GalNAc‐type O‐glycosylation and its initiating GalNAc transferases (GALNTs) play crucial roles in a wide range of cellular behaviors. Among 20 GALNT members, GALNT2 is consistently associated with poor survival of patients with colorectal cancer in public databases. However, its clinicopathological significance in colorectal cancer remains unclear. In this study, immunohistochemistry showed that GALNT2 was overexpressed in colorectal tumors compared with the adjacent nontumor tissues. GALNT2 overexpression was associated with poor survival of colorectal cancer patients. Forced expression of GALNT2 promoted migration and invasion as well as peritoneal metastasis of colorectal cancer cells. In contrast, GALNT2 knockdown with siRNAs or knockout with CRISPR/Cas9 system suppressed these malignant properties. Interestingly, we found that GALNT2 modified O‐glycans on AXL and determined AXL levels via the proteasome‐dependent pathway. In addition, the GALNT2‐promoted invasiveness was significantly reversed by AXL siRNAs.
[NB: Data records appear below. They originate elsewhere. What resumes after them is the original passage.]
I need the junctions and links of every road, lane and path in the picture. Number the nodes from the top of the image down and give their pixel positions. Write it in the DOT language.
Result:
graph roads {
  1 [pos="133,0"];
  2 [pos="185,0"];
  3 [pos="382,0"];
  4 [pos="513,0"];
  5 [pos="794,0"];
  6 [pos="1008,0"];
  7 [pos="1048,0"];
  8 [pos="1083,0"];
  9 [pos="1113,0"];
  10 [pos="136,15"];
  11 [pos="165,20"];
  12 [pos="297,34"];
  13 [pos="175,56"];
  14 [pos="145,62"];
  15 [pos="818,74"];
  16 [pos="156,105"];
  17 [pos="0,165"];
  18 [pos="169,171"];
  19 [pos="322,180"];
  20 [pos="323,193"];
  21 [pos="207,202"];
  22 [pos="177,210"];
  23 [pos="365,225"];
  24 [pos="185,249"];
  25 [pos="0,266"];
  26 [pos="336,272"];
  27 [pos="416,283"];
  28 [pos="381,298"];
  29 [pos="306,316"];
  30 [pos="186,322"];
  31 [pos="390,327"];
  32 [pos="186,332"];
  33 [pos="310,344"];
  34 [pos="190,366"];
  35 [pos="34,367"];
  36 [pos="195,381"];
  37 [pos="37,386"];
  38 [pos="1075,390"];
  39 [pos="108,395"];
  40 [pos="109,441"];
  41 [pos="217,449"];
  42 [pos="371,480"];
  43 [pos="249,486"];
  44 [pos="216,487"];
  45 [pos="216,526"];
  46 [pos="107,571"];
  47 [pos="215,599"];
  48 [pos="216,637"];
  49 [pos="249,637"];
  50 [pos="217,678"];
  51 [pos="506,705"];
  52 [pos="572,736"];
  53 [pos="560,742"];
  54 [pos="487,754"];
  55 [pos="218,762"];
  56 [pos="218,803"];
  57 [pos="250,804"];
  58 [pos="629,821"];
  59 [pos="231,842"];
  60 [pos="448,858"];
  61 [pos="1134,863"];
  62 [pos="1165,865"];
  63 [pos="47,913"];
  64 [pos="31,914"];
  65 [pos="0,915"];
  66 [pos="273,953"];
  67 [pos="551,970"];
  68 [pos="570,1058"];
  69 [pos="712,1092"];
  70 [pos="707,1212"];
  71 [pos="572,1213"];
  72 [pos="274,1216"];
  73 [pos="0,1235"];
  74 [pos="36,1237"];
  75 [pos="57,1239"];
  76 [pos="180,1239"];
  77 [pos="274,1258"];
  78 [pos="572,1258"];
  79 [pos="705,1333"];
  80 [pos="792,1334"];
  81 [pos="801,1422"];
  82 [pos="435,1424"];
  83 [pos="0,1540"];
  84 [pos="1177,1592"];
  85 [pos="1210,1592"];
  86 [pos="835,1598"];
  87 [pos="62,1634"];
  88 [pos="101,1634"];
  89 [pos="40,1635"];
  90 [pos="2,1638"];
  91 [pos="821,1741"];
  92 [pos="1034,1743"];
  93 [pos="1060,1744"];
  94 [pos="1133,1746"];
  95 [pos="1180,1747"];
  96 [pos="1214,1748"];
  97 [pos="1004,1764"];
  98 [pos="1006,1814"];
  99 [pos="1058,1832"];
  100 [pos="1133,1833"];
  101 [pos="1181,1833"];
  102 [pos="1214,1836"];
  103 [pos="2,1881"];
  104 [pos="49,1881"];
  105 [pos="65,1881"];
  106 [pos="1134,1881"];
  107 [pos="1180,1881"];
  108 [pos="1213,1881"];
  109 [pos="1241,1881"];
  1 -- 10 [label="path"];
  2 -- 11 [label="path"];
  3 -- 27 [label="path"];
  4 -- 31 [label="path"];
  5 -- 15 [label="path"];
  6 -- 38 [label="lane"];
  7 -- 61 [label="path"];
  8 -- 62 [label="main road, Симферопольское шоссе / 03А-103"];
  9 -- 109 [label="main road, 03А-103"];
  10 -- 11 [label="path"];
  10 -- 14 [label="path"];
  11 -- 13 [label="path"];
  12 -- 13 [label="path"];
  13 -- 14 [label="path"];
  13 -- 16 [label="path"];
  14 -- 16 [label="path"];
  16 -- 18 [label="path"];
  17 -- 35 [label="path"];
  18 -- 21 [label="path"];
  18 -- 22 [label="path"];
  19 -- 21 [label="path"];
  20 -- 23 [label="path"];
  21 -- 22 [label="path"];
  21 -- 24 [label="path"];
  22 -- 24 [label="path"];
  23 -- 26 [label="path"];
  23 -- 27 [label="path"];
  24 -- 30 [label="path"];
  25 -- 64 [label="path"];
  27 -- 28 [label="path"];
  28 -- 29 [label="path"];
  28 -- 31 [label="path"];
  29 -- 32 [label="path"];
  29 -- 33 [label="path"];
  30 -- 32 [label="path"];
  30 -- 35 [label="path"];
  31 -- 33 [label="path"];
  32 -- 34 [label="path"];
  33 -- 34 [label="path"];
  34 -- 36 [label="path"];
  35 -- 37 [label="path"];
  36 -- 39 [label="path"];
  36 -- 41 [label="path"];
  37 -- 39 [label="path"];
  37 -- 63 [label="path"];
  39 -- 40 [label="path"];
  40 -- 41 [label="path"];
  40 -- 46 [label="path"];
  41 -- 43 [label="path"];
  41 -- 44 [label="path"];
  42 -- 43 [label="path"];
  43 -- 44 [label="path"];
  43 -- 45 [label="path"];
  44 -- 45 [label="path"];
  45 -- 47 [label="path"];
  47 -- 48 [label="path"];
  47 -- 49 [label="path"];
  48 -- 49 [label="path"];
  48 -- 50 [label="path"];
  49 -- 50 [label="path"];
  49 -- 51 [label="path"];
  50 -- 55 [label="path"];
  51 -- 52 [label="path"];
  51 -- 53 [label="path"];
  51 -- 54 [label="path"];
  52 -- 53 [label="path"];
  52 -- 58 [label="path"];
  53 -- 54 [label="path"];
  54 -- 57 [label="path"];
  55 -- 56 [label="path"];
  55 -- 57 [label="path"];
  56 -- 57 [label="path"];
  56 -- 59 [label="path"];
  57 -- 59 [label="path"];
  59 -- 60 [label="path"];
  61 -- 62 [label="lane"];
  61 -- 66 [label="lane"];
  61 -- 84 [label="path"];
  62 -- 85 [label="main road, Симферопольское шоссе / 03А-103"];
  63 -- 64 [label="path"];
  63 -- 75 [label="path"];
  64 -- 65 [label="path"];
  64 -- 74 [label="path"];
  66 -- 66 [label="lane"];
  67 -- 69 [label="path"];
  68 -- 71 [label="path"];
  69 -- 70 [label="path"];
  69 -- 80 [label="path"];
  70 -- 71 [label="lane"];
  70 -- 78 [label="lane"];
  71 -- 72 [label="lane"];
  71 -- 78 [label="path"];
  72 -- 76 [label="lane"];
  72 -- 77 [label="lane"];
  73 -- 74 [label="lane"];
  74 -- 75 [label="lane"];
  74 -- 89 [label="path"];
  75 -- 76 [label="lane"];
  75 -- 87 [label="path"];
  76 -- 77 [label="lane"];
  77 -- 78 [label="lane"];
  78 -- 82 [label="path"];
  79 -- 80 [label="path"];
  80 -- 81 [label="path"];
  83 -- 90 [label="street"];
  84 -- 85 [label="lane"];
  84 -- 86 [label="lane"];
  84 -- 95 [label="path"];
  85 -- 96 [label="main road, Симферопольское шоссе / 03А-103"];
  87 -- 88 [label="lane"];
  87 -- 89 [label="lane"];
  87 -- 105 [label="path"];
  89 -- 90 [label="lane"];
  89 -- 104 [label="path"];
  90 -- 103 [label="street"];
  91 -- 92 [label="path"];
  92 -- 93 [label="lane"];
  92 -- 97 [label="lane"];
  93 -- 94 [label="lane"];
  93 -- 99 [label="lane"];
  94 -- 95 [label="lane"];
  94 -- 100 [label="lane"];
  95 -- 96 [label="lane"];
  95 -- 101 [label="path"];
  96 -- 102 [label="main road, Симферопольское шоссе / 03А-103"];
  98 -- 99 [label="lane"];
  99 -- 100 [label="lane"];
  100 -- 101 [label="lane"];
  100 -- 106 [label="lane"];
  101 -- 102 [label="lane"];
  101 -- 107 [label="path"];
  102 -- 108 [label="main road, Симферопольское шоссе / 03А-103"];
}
These findings suggest that GALNT2 promotes colorectal cancer invasion at least partly through AXL. TAM (TYRO3, AXL, and MERTK) receptors regulate a wide range of pathophysiological functions. Here, we show that TAM receptors are decorated with O‐glycans. GALNT2 can modify O‐glycans on AXL to increase AXL protein levels and in turn promote colon cancer cell invasiveness. This study highlights the role of GalNAc‐type O‐glycosylation in TAM receptor biology.